Take charge of your data: Scan for sensitive data in just a few clicks
Dominique Elkind Houts
Interaction Designer, Google Cloud
Jordanna Chord
Engineer, Google Cloud
Preventing the exposure of sensitive data is of critical importance for many businesses—particularly those in industries like finance and healthcare. Cloud Data Loss Prevention (DLP) lets you protect sensitive data by building in an additional layer of data security and privacy into your data workloads. It also provides native services for large-scale inspection, discovery, and classification of data in storage repositories like Cloud Storage and BigQuery.
Originally released as an API, Cloud DLP now includes a user interface (UI), which helps extend these capabilities to security, privacy, and compliance teams.

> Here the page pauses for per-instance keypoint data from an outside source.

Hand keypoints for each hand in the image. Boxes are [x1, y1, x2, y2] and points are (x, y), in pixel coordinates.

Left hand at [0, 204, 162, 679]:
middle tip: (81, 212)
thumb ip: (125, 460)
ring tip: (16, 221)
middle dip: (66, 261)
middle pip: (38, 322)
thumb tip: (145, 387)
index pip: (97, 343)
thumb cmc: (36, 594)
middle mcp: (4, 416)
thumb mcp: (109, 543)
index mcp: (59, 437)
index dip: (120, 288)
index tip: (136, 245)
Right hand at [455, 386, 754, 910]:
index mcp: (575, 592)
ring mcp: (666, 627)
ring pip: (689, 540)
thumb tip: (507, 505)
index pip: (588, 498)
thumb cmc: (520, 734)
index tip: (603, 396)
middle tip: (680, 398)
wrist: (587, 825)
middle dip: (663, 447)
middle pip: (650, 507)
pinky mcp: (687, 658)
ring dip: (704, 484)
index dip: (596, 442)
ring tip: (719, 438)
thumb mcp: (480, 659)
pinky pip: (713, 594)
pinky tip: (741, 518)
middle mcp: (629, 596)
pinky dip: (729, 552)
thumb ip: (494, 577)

Using the Cloud DLP UI, now generally available in the Google Cloud Console, you can discover, inspect, and classify sensitive data in just a few clicks by creating jobs, job triggers, and configuration templates.

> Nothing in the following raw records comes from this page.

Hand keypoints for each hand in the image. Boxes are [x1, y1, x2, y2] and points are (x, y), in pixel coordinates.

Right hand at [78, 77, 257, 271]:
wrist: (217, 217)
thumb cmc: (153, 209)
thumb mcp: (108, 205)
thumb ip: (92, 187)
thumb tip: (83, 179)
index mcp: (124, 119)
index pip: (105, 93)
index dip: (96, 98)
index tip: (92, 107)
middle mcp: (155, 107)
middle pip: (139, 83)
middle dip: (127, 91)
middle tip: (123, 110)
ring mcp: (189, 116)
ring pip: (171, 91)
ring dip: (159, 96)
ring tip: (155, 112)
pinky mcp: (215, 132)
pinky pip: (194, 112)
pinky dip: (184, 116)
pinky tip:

In addition, Cloud DLP now features simplified storage inspection pricing based on bytes scanned, making costs more predictable.
Interacting with Cloud DLP through the UI provides many of the same features and benefits of the API. For example, you can:
Inspect Cloud Storage, BigQuery, and Cloud Datastore repositories for sensitive data using one-off jobs, or create a job trigger to automate and monitor resources on a schedule you define.
Detect and classify common infoTypes (sensitive data type detectors such as email addresses or credit card numbers) or custom infoTypes you define to protect internal identifiers or company secrets.
Create data inspection templates to re-use configuration settings across multiple scan jobs or job triggers.
Publish Cloud DLP scan findings to BigQuery, Data Catalog, and Cloud Security Command Center for further analysis and reporting.
Include Cloud DLP as part of Google Cloud’s fully automated and scalable service suite to help meet regulatory compliance requirements.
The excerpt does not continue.